Becoming a grandparent is a big deal, and many Indian grandparents want to and expect to play a prominent role in how their grandkids are raised. But, as a recent conversation made me realise, as Gen Xers and millennials become parents, things are not quite the same as before.

With a plethora of parenting styles to identify with, books, blogs and columns (er-herm) to read, online groups to join and post-natal experts to consult, how many new parents still identify with the home-made remedies and child-rearing techniques their parents subscribed to? Plus, with women choosing to have children later in life, they no longer see themselves as young and clueless needing constant guidance and support from their mothers.

So what happens when mothers, mother-in-laws, and in some what-were-you-smoking-when-you-agreed-to-it instances, both of them, come to help post-delivery? Ideologies clash, tempers flare, tears are shed, sulks come out and doors are slammed. It’s kind of like being 16 all over again.

If, as a young parent you have definite ideas about how you want to do things and they are the opposite of what your mother has in mind then discuss them before the baby arrives. Also, know that it’s okay to veer off the path set down by the best-selling author of the book on how to raise genius babies.

The great thing about parenting, is that there is no one right way. If you’d like to have boundaries, be gentle but firm when you set them down. In hindsight, I would have liked to curb the steady flow of aunties into my bedroom when I was nursing who waxed eloquent about the joys of breast-feeding their sons till they were 3 (and that’s why they still love their mommies so much. I know. Ewww!)

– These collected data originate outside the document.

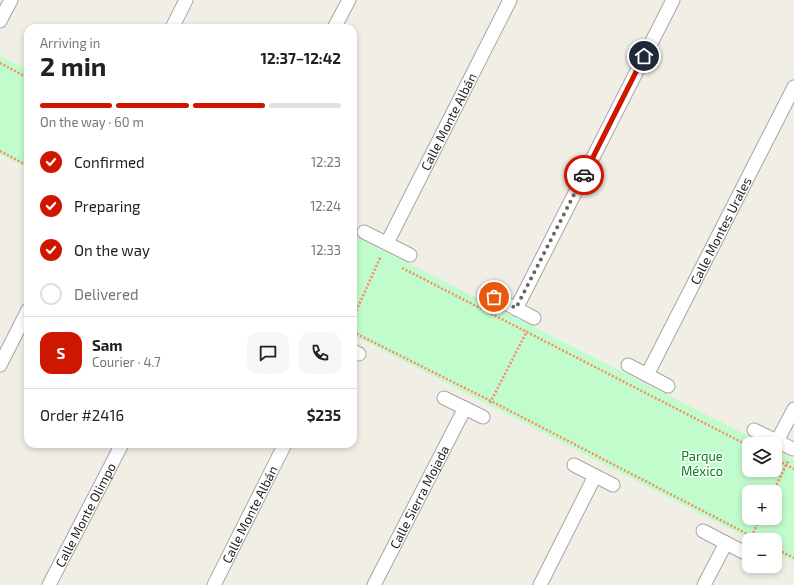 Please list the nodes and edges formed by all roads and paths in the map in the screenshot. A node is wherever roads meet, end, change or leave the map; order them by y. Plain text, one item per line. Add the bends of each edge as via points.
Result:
1 (11, 0) edge
2 (186, 0) edge
3 (349, 0) edge
4 (510, 0) edge
5 (673, 0) edge
6 (0, 21) edge
7 (174, 24) edge
8 (336, 24) edge
9 (0, 63) edge
10 (24, 76) edge
11 (794, 87) edge
12 (0, 151) edge
13 (24, 164) edge
14 (364, 232) dead end
15 (387, 243) junction
16 (410, 255) dead end
17 (401, 268) dead end
18 (494, 297) dead end
19 (516, 308) junction
20 (357, 309) edge
21 (24, 318) edge
22 (534, 318) joint
23 (526, 332) junction
24 (357, 334) edge
25 (0, 365) edge
26 (628, 365) dead end
27 (647, 375) junction
28 (668, 386) dead end
29 (444, 398) dead end
30 (491, 402) junction
31 (465, 408) junction
32 (794, 409) edge
33 (483, 417) joint
34 (754, 430) dead end
35 (769, 437) edge
36 (780, 437) edge
37 (742, 442) edge
38 (782, 443) edge
39 (120, 448) edge
40 (283, 448) edge
41 (793, 449) edge
42 (782, 463) edge
43 (574, 465) dead end
44 (786, 465) junction
45 (794, 469) edge
46 (596, 476) junction
47 (613, 485) dead end
48 (776, 485) edge
49 (704, 531) dead end
50 (746, 533) edge
51 (726, 543) junction
52 (742, 551) edge
53 (782, 552) edge
54 (794, 558) edge
55 (50, 585) edge
56 (214, 585) edge
57 (374, 585) edge
58 (540, 585) edge
59 (704, 585) edge

1 - 6 street
2 - 7 street
3 - 8 street
4 - 15 street, Calle Monte Albán
5 - 19 street
9 - 10 path
11 - 27 street, Calle Montes Urales
12 - 13 path
14 - 15 street
15 - 16 street
15 - 20 path
17 - 23 path
18 - 19 street
19 - 22 street
21 - 25 street
22 - 23 path
23 - 30 path
23 - 37 path
24 - 30 path
26 - 27 street
27 - 28 street
29 - 31 street
30 - 33 path
30 - 50 path
31 - 33 street
31 - 57 street, Calle Sierra Mojada
32 - 36 street
34 - 35 street
38 - 41 street
39 - 55 street, Calle Monte Olimpo
40 - 56 street, Calle Monte Albán
41 - 44 path
42 - 44 path
43 - 46 street
44 - 45 path
44 - 48 path
46 - 47 street
46 - 58 street
49 - 51 street
51 - 52 street
51 - 59 street
53 - 54 path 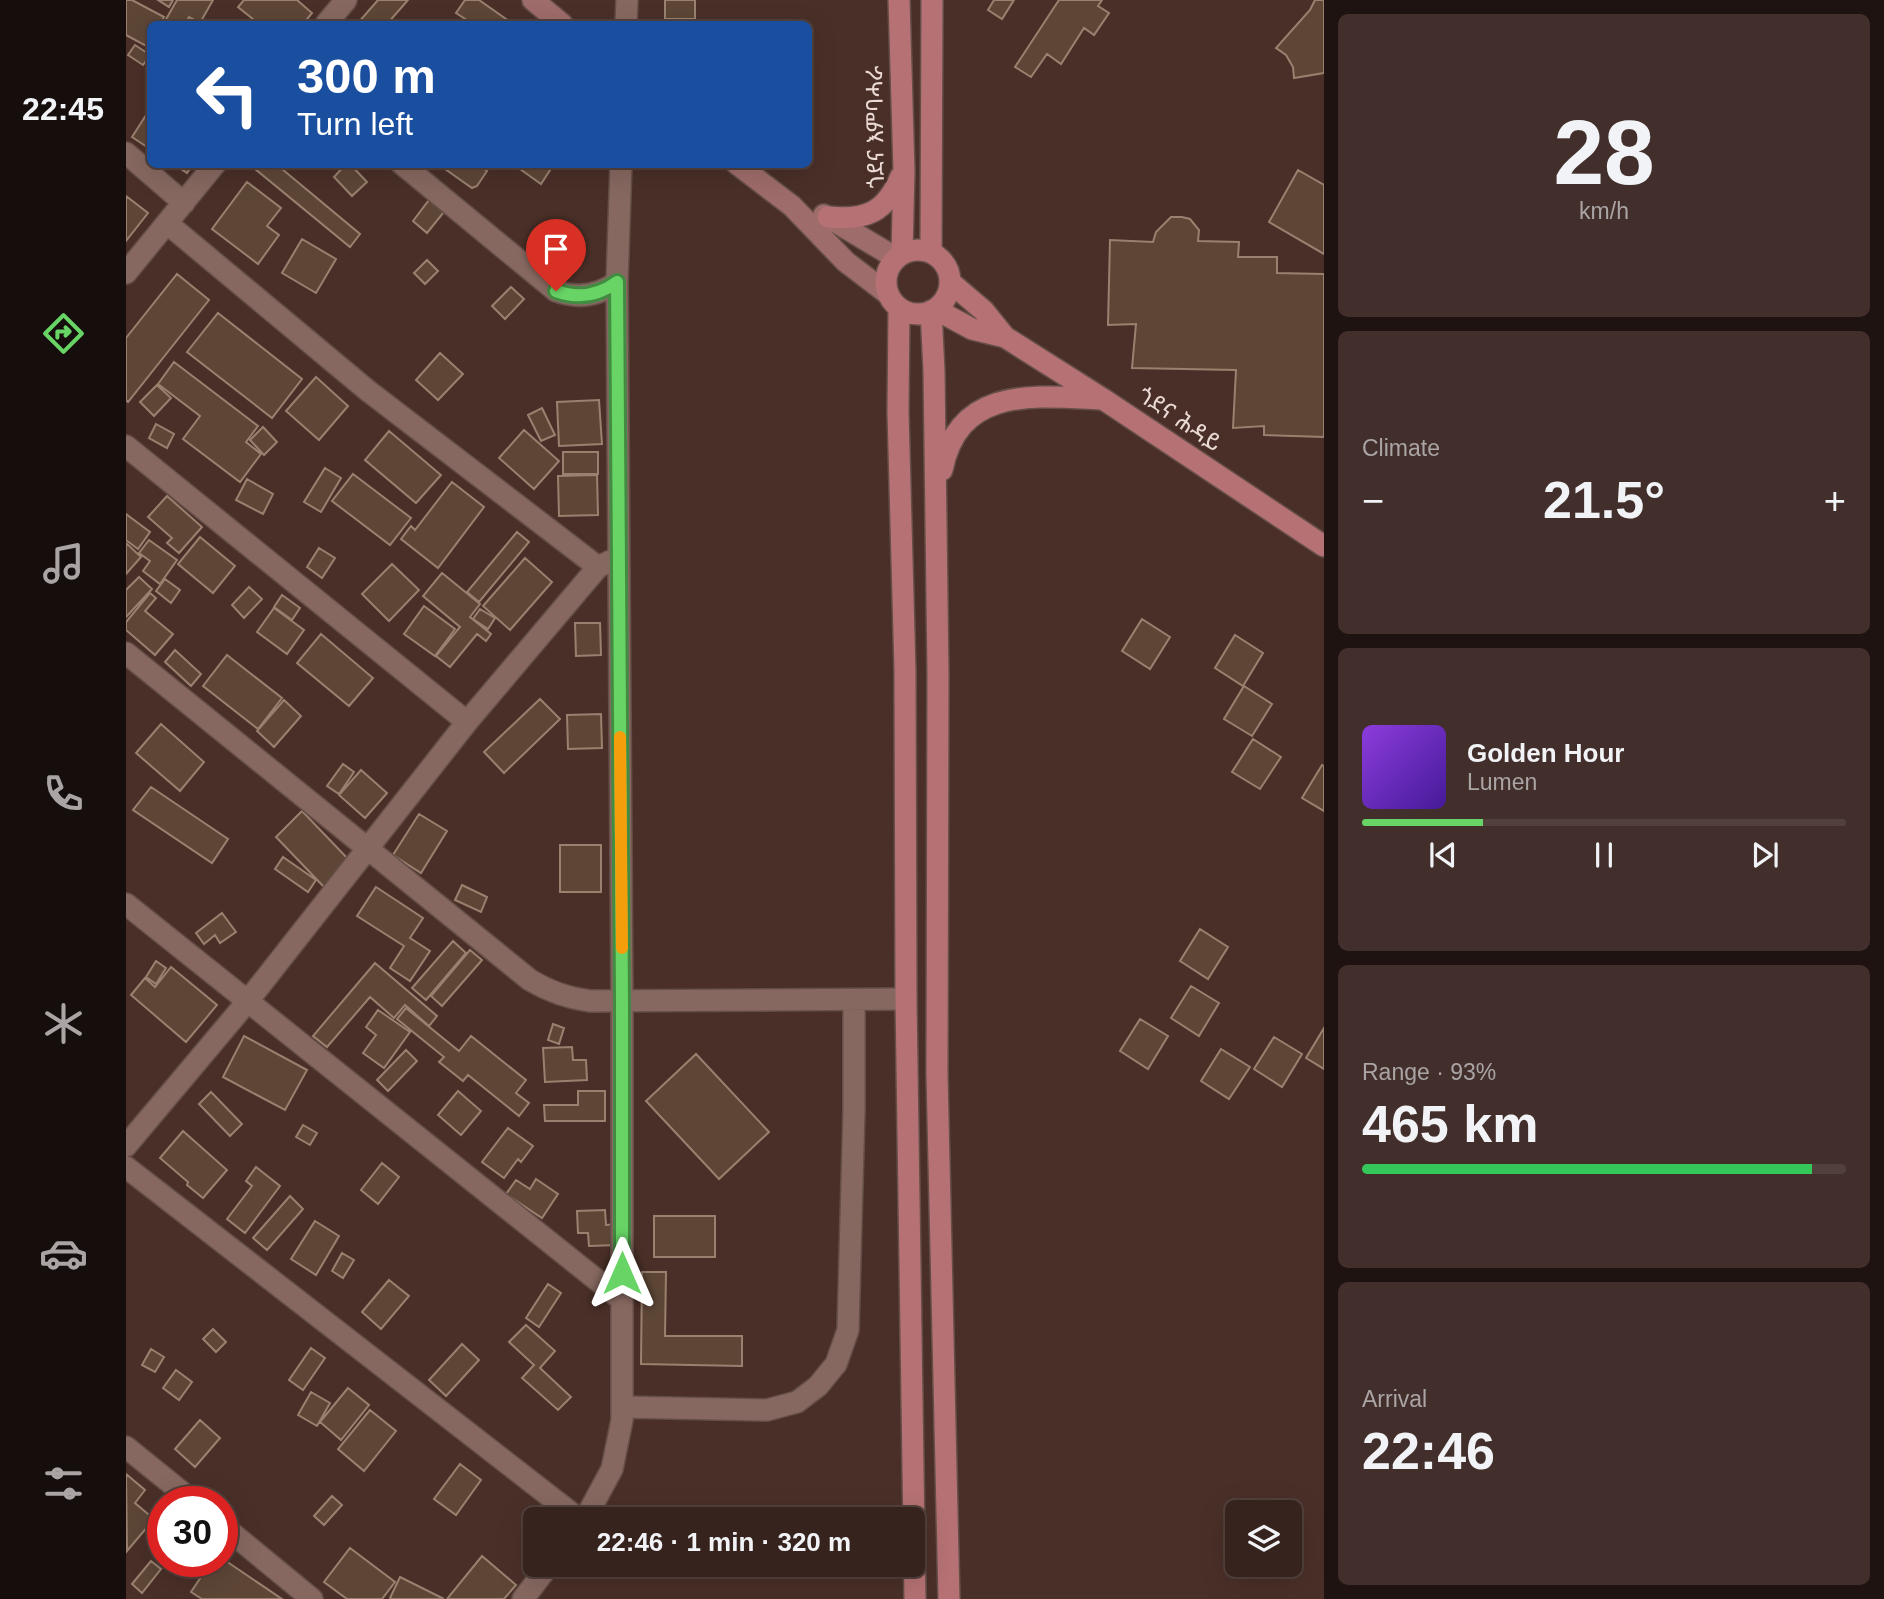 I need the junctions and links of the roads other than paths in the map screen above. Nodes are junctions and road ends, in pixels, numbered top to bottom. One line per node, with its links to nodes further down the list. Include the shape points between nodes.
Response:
1 (346, 0): 6 (street)
2 (533, 0): 7 (main road)
3 (627, 0): 8 (street)
4 (899, 0): 14 (main road, ጎደና እምባሓራ)
5 (932, 0): 19 (main road)
6 (328, 21)
7 (558, 21)
8 (626, 21)
9 (126, 153): 15 (street)
10 (212, 168): 15 (street)
11 (407, 168): 22 (street, via 556,291 586,296)
12 (621, 168): 22 (street)
13 (742, 168): 16 (main road)
14 (904, 171): 17 (main road, via 890,198 873,212 854,218); 20 (main road, ጎደና እምባሓራ)
15 (184, 203): 18 (street)
16 (792, 206): 17 (main road); 24 (main road, via 846,262)
17 (828, 217): 20 (main road)
18 (167, 224): 21 (street); 32 (street, via 367,390)
19 (931, 253): 20 (main road, via 922,250); 23 (main road, via 946,266)
20 (899, 256): 24 (main road, via 888,268 886,281)
21 (126, 273)
22 (617, 282): 31 (street)
23 (950, 282): 25 (main road, via 948,293); 26 (main road, via 984,311)
24 (894, 301): 25 (main road, via 915,314); 37 (main road, via 905,682)
25 (933, 310): 26 (main road, via 972,329); 29 (main road)
26 (1005, 337): 27 (main road, ጎደና ሕዳይ)
27 (1103, 399): 29 (main road, via 1036,397 991,403 954,433); 30 (main road, ጎደና ሕዳይ)
28 (126, 446): 34 (street)
29 (936, 496): 54 (main road, via 937,1074)
30 (1324, 546)
31 (618, 557): 32 (street); 40 (street)
32 (598, 567): 34 (street)
33 (126, 653): 35 (street)
34 (467, 722): 35 (street)
35 (368, 848): 39 (street); 40 (street, via 530,980 568,998)
36 (126, 904): 39 (street)
37 (906, 999): 38 (street); 53 (main road)
38 (854, 1001): 40 (street); 44 (street, via 848,1330 836,1364 797,1402 767,1409)
39 (247, 1002): 41 (street); 43 (street)
40 (622, 1002): 43 (street)
41 (126, 1146)
42 (126, 1167): 47 (street)
43 (622, 1300): 44 (street)
44 (622, 1407): 48 (street, via 612,1469)
45 (126, 1447): 46 (street)
46 (174, 1486)
47 (564, 1507)
48 (591, 1507)
49 (238, 1538): 51 (street)
50 (540, 1577): 52 (street)
51 (313, 1599)
52 (523, 1599)
53 (915, 1599)
54 (949, 1599) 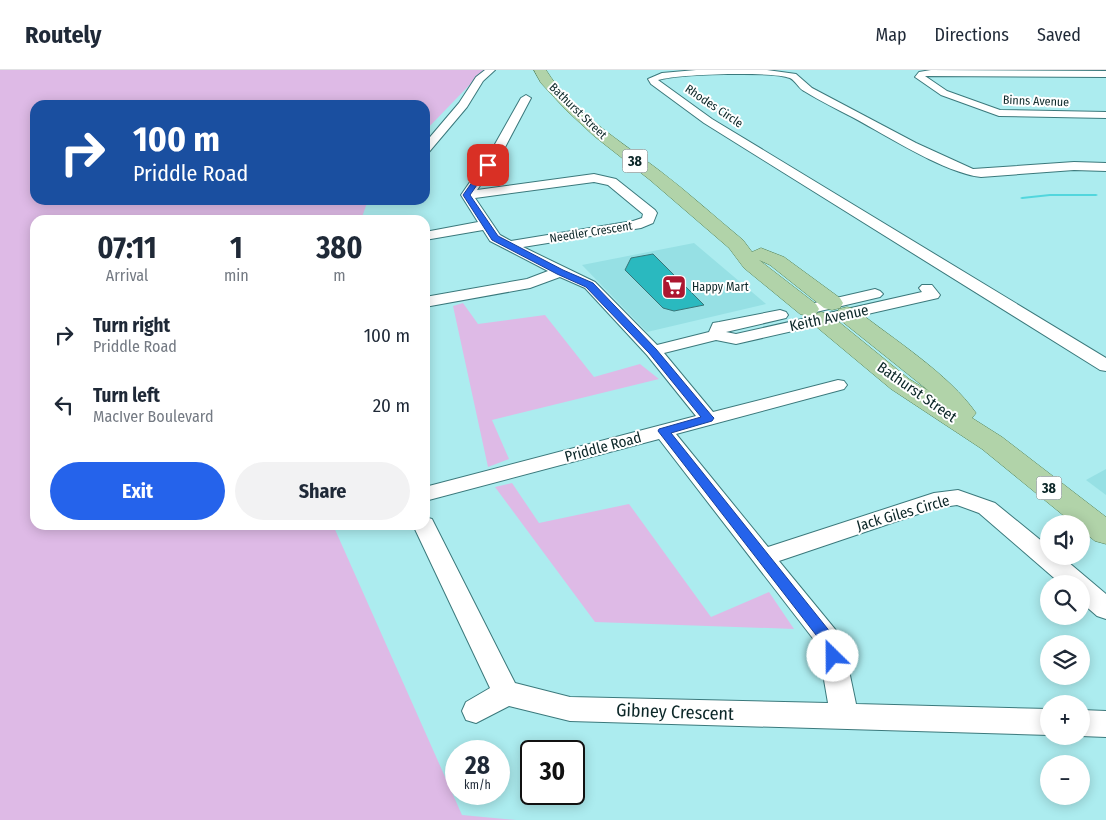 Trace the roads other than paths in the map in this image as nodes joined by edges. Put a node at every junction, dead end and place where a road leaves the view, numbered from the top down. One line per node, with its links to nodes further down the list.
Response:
1 (491, 70): 6 (street)
2 (540, 70): 15 (main road, Bathurst Street / 38)
3 (1106, 74): 5 (street, Binns Avenue)
4 (526, 98): 8 (street)
5 (1106, 115)
6 (430, 144)
7 (1106, 166): 13 (street, Rhodes Circle)
8 (467, 195): 9 (street); 11 (street, Needler Crescent)
9 (487, 225): 10 (street); 11 (street)
10 (430, 235)
11 (509, 245): 12 (street)
12 (560, 272): 14 (street); 16 (street)
13 (966, 279): 15 (street, Keith Avenue); 17 (street)
14 (430, 301)
15 (827, 311): 16 (street, Keith Avenue); 23 (main road, Bathurst Street / 38)
16 (653, 351): 19 (street)
17 (1106, 366)
18 (838, 385): 19 (street, Priddle Road)
19 (708, 418): 20 (street, Priddle Road)
20 (663, 431): 21 (street, Priddle Road); 24 (street)
21 (430, 493)
22 (426, 530): 28 (street)
23 (1106, 533)
24 (764, 557): 25 (street, Jack Giles Circle); 30 (street)
25 (1067, 575)
26 (1090, 595): 27 (street)
27 (1106, 609)
28 (506, 693): 29 (street); 30 (street, Gibney Crescent)
29 (476, 711)
30 (845, 718): 31 (street)
31 (1040, 722)
32 (1090, 723): 33 (street)
33 (1106, 724) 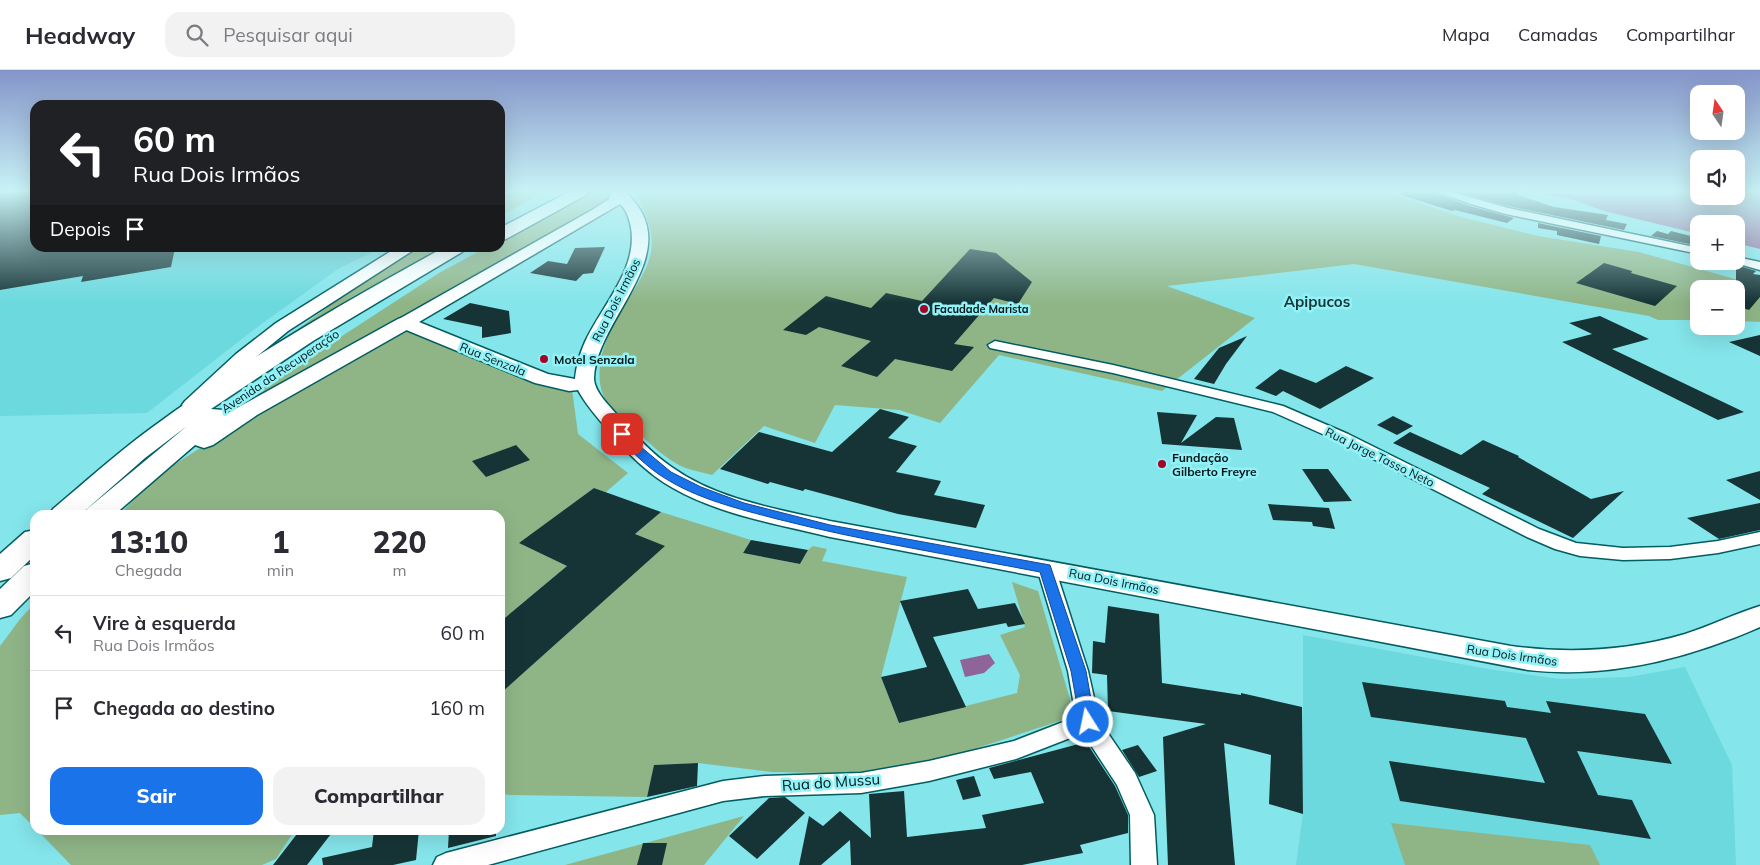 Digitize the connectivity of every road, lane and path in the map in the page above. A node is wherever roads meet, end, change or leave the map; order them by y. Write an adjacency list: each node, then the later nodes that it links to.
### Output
1 (570, 229): 10 (main road)
2 (637, 229): 12 (main road, Rua Dois Irmãos)
3 (1599, 229): 4 (street)
4 (1690, 249)
5 (400, 252): 13 (main road, Avenida da Recuperação)
6 (449, 252): 13 (highway, Avenida da Recuperação)
7 (470, 252): 14 (highway, Avenida da Recuperação)
8 (1745, 262): 9 (street)
9 (1760, 266)
10 (405, 322): 12 (main road, Rua Senzala); 14 (highway)
11 (995, 345): 16 (street, Rua Jorge Tasso Neto)
12 (585, 384): 18 (main road, Rua Dois Irmãos)
13 (160, 434): 15 (highway, Avenida da Recuperação)
14 (106, 507)
15 (68, 510)
16 (1760, 538)
17 (30, 544): 19 (highway)
18 (1046, 568): 22 (main road, Rua Dois Irmãos); 23 (street)
19 (0, 571)
20 (30, 578): 21 (highway)
21 (0, 607)
22 (1760, 616)
23 (1088, 722): 24 (street, Rua do Mussu); 25 (street)
24 (446, 865)
25 (1144, 865)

My friends and I ask each other if we will be like our mothers, putting our lives on hold to come and care for our grandchildren. But the question we should really be asking ourselves is will our children want us to?

Me? What did I do? Well, after having both my children I was very clear that I had little to contribute in terms of parenting know-how. With my first son, I ignored ‘What to Expect…’ and binge-read Cormac McCarthy (and stayed awake terrified, wondering what kind of world I was bringing kids in to) ate out and watched movies. The second time round, I’d had three years of being a mother already and a toddler to look after. In both cases, my mother swooped in and took charge of things. I was little more than a glorified cow in those early months producing milk on demand.

The arrangement suited everyone. It also cemented an idea that had been lurking at the back of my head all my life: my mother is always right. But shhh, don’t tell her I said that!

(The writer’s parenting philosophy is: if there’s no blood, don’t call me)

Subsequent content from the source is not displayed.